TASK OBJECTIVE
Your answer should reproduce every line of the material in which the word "lane" occurs.

··········

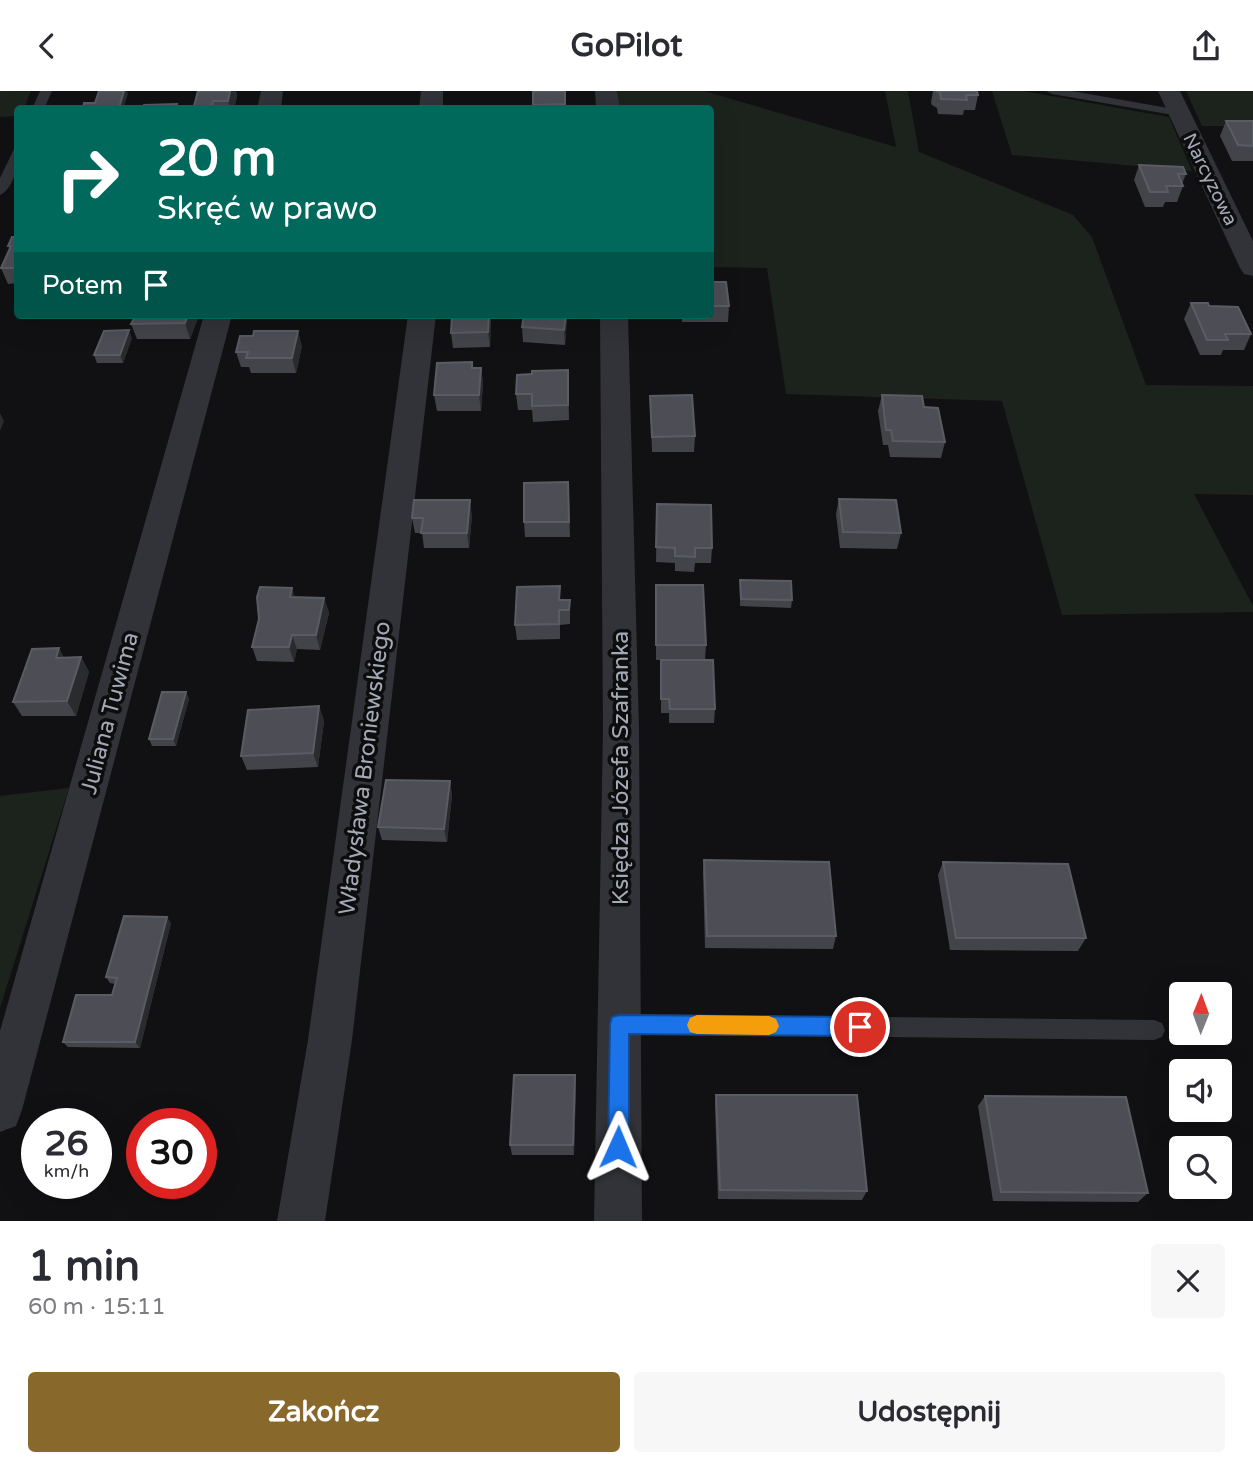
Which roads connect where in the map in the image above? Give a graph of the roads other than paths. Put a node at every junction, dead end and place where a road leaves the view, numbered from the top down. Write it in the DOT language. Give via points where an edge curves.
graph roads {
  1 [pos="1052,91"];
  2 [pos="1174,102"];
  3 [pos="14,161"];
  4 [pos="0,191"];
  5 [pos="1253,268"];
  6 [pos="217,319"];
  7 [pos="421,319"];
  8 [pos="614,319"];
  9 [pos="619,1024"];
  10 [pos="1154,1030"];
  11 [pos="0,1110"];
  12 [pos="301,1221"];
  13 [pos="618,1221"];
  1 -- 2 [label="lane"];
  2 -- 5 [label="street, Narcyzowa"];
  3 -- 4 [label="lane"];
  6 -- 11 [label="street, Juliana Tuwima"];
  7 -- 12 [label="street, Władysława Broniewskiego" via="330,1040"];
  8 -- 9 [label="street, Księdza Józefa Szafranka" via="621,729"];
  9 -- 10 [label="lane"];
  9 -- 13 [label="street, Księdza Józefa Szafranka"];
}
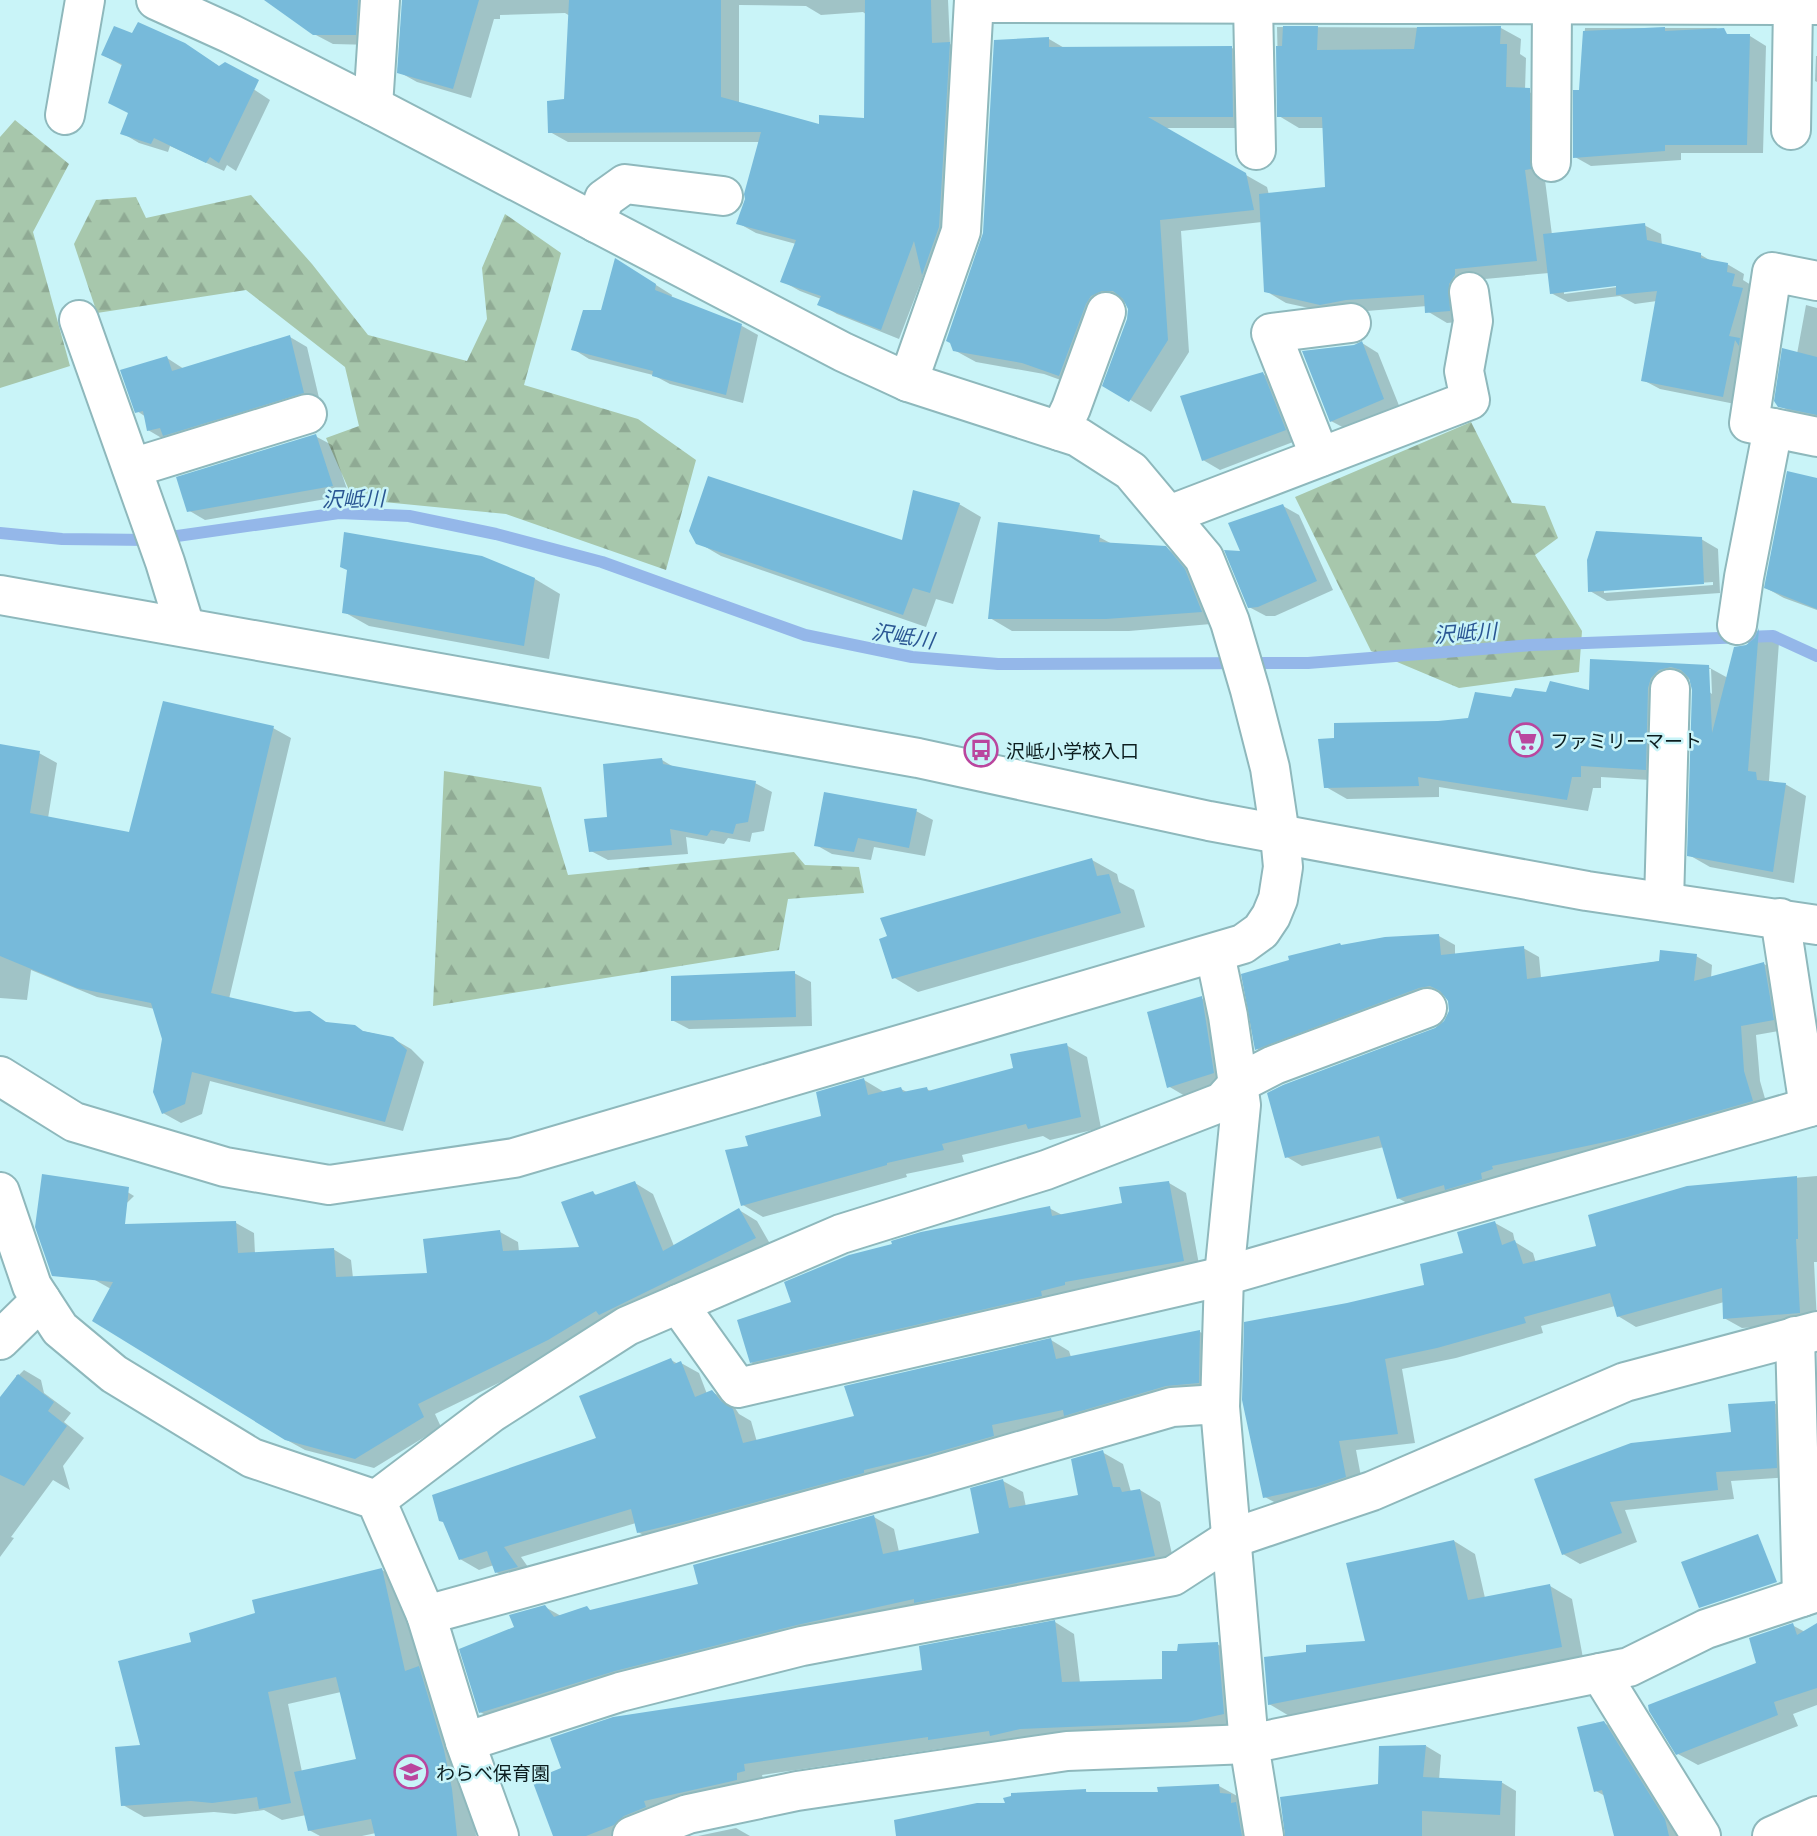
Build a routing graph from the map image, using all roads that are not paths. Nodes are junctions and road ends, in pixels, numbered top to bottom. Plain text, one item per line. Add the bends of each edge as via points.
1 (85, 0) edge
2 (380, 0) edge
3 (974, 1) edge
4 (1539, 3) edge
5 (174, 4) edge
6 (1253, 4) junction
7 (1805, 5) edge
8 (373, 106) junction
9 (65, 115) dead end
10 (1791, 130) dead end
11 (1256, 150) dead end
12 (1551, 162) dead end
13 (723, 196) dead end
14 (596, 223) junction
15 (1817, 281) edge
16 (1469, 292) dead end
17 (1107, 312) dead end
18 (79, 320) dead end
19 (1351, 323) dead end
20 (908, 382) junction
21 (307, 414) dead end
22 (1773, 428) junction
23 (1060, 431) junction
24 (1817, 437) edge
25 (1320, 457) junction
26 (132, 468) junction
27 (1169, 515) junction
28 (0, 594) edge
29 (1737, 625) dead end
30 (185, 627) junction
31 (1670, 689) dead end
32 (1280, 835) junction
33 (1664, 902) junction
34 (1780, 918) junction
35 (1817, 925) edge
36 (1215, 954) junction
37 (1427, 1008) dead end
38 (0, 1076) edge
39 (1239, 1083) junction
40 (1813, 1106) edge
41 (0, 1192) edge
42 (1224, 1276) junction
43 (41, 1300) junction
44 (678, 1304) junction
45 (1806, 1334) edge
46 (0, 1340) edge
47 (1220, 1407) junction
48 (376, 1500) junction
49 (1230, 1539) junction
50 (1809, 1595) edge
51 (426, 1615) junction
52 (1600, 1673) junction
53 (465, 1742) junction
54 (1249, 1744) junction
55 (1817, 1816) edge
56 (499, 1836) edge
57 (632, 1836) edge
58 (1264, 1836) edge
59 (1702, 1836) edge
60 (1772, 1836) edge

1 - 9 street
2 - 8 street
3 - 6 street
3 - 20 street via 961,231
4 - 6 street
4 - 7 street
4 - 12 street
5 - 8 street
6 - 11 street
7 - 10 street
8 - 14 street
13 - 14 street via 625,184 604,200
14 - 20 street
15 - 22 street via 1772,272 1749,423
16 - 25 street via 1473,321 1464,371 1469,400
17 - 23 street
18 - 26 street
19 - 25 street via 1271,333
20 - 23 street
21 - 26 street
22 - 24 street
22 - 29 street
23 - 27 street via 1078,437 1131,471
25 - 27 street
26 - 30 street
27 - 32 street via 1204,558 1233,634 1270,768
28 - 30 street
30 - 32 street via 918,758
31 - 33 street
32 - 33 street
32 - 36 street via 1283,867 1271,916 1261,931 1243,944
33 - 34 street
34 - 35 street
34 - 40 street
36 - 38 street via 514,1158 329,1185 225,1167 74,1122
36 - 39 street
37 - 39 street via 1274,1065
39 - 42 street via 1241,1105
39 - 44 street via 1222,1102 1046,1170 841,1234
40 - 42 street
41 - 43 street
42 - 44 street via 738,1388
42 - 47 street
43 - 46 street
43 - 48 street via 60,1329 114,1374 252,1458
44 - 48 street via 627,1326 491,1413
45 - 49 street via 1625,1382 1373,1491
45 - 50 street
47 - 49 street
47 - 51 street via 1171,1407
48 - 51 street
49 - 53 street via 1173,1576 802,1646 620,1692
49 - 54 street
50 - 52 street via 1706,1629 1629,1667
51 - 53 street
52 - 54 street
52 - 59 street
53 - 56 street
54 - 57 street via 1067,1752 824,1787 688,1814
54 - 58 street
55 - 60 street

··········

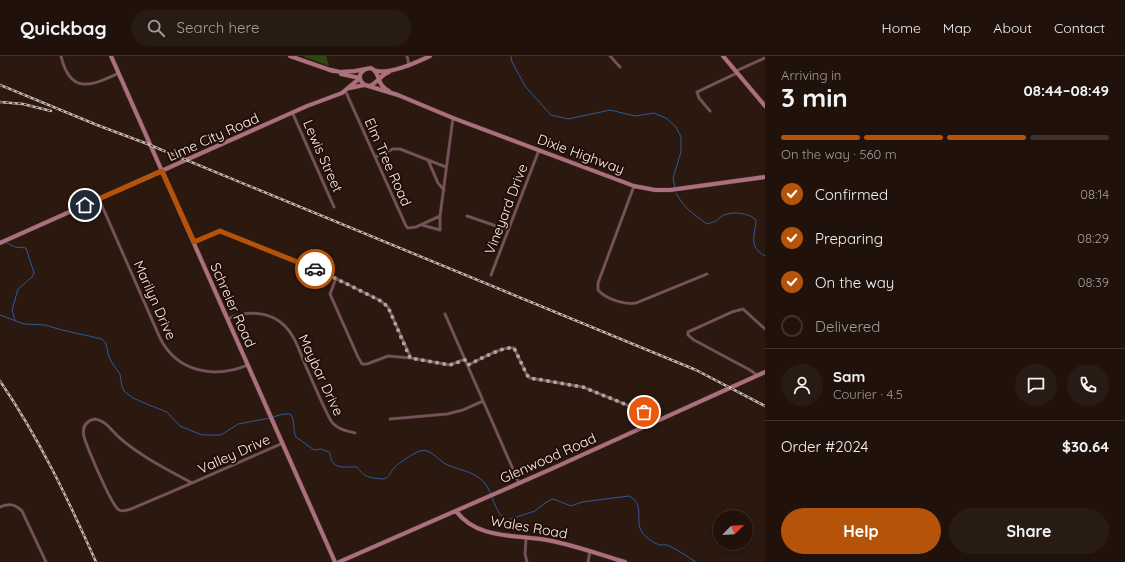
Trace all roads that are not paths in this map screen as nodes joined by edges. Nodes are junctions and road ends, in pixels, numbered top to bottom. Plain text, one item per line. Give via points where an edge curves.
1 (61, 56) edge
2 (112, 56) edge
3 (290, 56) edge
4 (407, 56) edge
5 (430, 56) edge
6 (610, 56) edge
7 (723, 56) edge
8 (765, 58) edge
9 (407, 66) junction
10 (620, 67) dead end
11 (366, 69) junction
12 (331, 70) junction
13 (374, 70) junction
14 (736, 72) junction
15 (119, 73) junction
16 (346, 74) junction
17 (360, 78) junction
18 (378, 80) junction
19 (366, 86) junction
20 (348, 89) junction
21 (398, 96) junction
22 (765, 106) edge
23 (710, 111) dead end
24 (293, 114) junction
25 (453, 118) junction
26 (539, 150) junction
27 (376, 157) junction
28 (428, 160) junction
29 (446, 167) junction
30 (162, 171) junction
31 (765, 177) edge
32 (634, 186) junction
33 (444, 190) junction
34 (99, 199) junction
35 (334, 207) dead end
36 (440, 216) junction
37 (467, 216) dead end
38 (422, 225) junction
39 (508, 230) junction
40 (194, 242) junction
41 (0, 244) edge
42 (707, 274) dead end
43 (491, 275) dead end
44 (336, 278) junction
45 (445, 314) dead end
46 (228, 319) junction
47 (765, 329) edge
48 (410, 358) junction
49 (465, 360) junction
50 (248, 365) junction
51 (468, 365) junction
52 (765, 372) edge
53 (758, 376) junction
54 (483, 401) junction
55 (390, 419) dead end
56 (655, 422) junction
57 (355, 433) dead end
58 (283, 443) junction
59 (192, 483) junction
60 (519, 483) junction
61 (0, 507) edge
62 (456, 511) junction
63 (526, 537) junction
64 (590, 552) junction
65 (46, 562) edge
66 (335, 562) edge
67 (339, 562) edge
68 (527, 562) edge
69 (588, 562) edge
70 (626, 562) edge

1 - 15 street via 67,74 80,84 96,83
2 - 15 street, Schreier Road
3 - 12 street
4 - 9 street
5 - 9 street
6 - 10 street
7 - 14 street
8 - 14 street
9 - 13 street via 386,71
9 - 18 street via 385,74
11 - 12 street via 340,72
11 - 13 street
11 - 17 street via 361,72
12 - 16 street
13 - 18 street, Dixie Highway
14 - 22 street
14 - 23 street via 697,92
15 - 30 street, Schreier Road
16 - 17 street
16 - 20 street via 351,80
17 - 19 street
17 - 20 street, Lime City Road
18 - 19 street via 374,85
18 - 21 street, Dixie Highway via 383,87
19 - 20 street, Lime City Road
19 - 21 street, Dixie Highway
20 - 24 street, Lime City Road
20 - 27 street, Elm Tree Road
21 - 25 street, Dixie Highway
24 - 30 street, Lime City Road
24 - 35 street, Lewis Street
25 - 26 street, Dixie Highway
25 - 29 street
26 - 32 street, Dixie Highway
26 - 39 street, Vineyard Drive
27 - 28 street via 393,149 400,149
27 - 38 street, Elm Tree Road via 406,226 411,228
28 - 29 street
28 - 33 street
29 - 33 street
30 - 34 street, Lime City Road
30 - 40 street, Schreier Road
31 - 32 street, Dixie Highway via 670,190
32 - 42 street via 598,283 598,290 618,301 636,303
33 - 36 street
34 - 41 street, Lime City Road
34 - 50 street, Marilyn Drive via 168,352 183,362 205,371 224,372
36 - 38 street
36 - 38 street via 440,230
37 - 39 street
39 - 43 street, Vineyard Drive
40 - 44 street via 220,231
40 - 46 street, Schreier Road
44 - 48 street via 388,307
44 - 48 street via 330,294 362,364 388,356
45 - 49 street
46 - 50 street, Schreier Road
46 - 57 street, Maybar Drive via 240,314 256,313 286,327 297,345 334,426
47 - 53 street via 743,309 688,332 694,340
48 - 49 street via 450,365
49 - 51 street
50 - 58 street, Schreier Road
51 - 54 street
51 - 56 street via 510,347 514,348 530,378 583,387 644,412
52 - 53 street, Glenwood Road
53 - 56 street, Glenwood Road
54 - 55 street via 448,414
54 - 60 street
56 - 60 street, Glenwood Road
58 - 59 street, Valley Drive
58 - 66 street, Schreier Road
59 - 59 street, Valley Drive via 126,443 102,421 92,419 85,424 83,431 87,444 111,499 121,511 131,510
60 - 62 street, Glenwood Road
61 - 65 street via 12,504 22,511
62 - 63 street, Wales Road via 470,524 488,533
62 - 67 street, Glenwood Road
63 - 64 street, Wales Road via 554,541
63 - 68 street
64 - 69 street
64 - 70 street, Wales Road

··········

COMPLETED EXERCISE
  1 -- 2 [label="lane"];
  3 -- 4 [label="lane"];
  9 -- 10 [label="lane"];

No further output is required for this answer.